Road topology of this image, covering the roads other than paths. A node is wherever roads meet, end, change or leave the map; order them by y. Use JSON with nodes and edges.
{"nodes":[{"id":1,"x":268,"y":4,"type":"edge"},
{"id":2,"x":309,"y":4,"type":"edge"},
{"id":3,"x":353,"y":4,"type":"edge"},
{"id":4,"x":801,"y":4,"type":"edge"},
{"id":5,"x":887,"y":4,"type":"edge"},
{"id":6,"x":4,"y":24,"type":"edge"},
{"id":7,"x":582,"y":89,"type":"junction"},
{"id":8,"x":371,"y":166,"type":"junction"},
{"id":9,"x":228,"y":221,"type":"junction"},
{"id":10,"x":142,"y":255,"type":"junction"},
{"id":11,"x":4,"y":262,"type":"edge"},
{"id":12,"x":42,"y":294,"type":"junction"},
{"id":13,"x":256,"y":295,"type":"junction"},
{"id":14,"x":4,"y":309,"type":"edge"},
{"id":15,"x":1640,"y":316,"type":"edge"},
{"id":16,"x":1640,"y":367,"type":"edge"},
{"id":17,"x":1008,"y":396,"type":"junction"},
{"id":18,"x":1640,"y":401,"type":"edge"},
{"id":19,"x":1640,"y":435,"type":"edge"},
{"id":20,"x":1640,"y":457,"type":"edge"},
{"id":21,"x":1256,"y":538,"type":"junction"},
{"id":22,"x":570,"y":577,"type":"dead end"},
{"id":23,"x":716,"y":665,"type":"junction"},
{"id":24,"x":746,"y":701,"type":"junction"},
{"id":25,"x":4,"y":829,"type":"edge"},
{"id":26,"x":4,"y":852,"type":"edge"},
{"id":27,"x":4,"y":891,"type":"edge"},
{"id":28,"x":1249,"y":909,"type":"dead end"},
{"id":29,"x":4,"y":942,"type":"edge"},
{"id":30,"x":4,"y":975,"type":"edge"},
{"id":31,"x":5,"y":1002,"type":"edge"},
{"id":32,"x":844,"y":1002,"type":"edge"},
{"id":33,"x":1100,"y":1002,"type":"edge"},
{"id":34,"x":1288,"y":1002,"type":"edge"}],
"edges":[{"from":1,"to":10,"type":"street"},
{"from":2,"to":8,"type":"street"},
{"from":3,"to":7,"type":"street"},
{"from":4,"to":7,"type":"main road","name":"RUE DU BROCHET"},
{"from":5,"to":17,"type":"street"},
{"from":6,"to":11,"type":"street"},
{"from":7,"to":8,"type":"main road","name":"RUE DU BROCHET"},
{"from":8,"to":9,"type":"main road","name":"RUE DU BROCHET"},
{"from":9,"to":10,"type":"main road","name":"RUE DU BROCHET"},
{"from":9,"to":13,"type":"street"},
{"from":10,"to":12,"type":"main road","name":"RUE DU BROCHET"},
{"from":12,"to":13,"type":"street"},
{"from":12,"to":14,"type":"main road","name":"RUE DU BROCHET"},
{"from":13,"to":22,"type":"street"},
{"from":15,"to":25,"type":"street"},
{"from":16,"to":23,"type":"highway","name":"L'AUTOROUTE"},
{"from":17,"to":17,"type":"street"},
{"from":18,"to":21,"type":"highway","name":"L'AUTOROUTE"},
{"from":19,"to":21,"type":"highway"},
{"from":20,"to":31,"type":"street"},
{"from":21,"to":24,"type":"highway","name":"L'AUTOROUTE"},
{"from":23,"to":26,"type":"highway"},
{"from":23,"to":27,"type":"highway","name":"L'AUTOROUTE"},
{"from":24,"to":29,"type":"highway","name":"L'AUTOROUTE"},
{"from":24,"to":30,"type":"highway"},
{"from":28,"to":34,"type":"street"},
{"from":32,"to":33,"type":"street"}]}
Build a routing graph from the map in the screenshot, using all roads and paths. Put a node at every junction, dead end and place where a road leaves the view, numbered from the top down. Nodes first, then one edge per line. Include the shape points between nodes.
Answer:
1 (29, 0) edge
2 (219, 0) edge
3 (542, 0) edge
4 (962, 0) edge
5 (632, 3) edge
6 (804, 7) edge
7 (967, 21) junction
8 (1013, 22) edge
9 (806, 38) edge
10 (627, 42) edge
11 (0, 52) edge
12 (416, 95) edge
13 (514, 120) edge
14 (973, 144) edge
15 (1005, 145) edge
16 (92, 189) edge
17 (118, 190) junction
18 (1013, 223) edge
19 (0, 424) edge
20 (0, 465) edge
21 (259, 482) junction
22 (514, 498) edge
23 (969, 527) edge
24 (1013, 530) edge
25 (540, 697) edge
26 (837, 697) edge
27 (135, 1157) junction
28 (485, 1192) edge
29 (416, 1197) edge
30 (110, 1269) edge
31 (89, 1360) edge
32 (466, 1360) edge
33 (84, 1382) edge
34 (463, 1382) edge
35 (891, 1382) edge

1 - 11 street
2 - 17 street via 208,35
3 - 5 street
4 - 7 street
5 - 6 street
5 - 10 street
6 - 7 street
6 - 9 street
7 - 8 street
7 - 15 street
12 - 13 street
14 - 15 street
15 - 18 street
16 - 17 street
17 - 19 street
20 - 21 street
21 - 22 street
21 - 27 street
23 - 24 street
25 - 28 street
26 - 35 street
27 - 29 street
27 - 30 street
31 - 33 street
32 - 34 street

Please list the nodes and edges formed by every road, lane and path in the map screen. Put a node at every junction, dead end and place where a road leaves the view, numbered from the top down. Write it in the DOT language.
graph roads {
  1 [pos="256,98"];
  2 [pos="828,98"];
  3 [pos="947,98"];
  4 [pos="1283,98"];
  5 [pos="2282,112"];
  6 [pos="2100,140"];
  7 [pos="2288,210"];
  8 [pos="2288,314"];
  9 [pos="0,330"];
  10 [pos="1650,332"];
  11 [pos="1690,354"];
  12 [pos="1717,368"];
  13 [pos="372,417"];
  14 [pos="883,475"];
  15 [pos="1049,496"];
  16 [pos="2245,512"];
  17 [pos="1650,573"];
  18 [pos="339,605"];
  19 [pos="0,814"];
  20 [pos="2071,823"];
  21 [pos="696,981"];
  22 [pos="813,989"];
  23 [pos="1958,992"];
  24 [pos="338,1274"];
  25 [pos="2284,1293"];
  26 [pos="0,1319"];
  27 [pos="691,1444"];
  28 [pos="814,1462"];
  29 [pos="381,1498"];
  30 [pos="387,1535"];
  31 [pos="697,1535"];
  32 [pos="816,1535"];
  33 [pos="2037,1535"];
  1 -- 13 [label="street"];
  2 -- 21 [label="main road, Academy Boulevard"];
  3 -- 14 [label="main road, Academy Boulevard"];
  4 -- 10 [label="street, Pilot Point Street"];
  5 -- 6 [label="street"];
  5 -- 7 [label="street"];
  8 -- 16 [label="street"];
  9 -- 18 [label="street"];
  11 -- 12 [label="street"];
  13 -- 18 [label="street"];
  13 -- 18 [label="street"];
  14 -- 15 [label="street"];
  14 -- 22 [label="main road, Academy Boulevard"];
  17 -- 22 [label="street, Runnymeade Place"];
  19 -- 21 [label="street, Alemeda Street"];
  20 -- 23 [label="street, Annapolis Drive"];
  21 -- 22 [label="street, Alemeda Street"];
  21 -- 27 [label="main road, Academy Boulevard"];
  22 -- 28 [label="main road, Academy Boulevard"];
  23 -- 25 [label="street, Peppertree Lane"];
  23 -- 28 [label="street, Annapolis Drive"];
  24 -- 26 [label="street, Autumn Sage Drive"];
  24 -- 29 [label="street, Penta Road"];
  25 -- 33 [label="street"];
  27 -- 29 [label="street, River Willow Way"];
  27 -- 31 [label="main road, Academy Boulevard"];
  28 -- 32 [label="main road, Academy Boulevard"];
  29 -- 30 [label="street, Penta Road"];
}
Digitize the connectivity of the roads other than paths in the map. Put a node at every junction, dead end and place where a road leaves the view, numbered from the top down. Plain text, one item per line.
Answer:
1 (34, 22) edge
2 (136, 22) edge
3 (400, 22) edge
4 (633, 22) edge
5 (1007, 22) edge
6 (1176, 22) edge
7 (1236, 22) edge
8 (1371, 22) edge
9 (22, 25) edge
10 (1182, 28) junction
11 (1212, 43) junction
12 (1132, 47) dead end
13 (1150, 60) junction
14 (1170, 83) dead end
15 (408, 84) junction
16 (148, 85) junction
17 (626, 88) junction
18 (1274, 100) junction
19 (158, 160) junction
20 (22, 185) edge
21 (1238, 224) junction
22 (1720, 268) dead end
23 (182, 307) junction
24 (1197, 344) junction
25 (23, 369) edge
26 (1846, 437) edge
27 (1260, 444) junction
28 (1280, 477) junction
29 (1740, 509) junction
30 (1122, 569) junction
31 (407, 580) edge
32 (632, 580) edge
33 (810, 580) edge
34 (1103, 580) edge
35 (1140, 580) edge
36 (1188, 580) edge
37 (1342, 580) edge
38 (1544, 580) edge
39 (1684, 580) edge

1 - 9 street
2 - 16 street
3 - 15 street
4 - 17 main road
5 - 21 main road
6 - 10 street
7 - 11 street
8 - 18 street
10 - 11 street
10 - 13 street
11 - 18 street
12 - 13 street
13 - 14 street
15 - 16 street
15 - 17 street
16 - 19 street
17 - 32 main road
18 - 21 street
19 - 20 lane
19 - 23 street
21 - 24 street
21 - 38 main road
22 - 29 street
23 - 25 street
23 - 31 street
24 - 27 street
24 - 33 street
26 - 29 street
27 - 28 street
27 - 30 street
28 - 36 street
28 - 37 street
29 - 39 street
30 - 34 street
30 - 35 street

» About this task
Filter the listing for the word "Drive" and copy every line that holds it.

» Answer
  20 -- 23 [label="street, Annapolis Drive"];
  23 -- 28 [label="street, Annapolis Drive"];
  24 -- 26 [label="street, Autumn Sage Drive"];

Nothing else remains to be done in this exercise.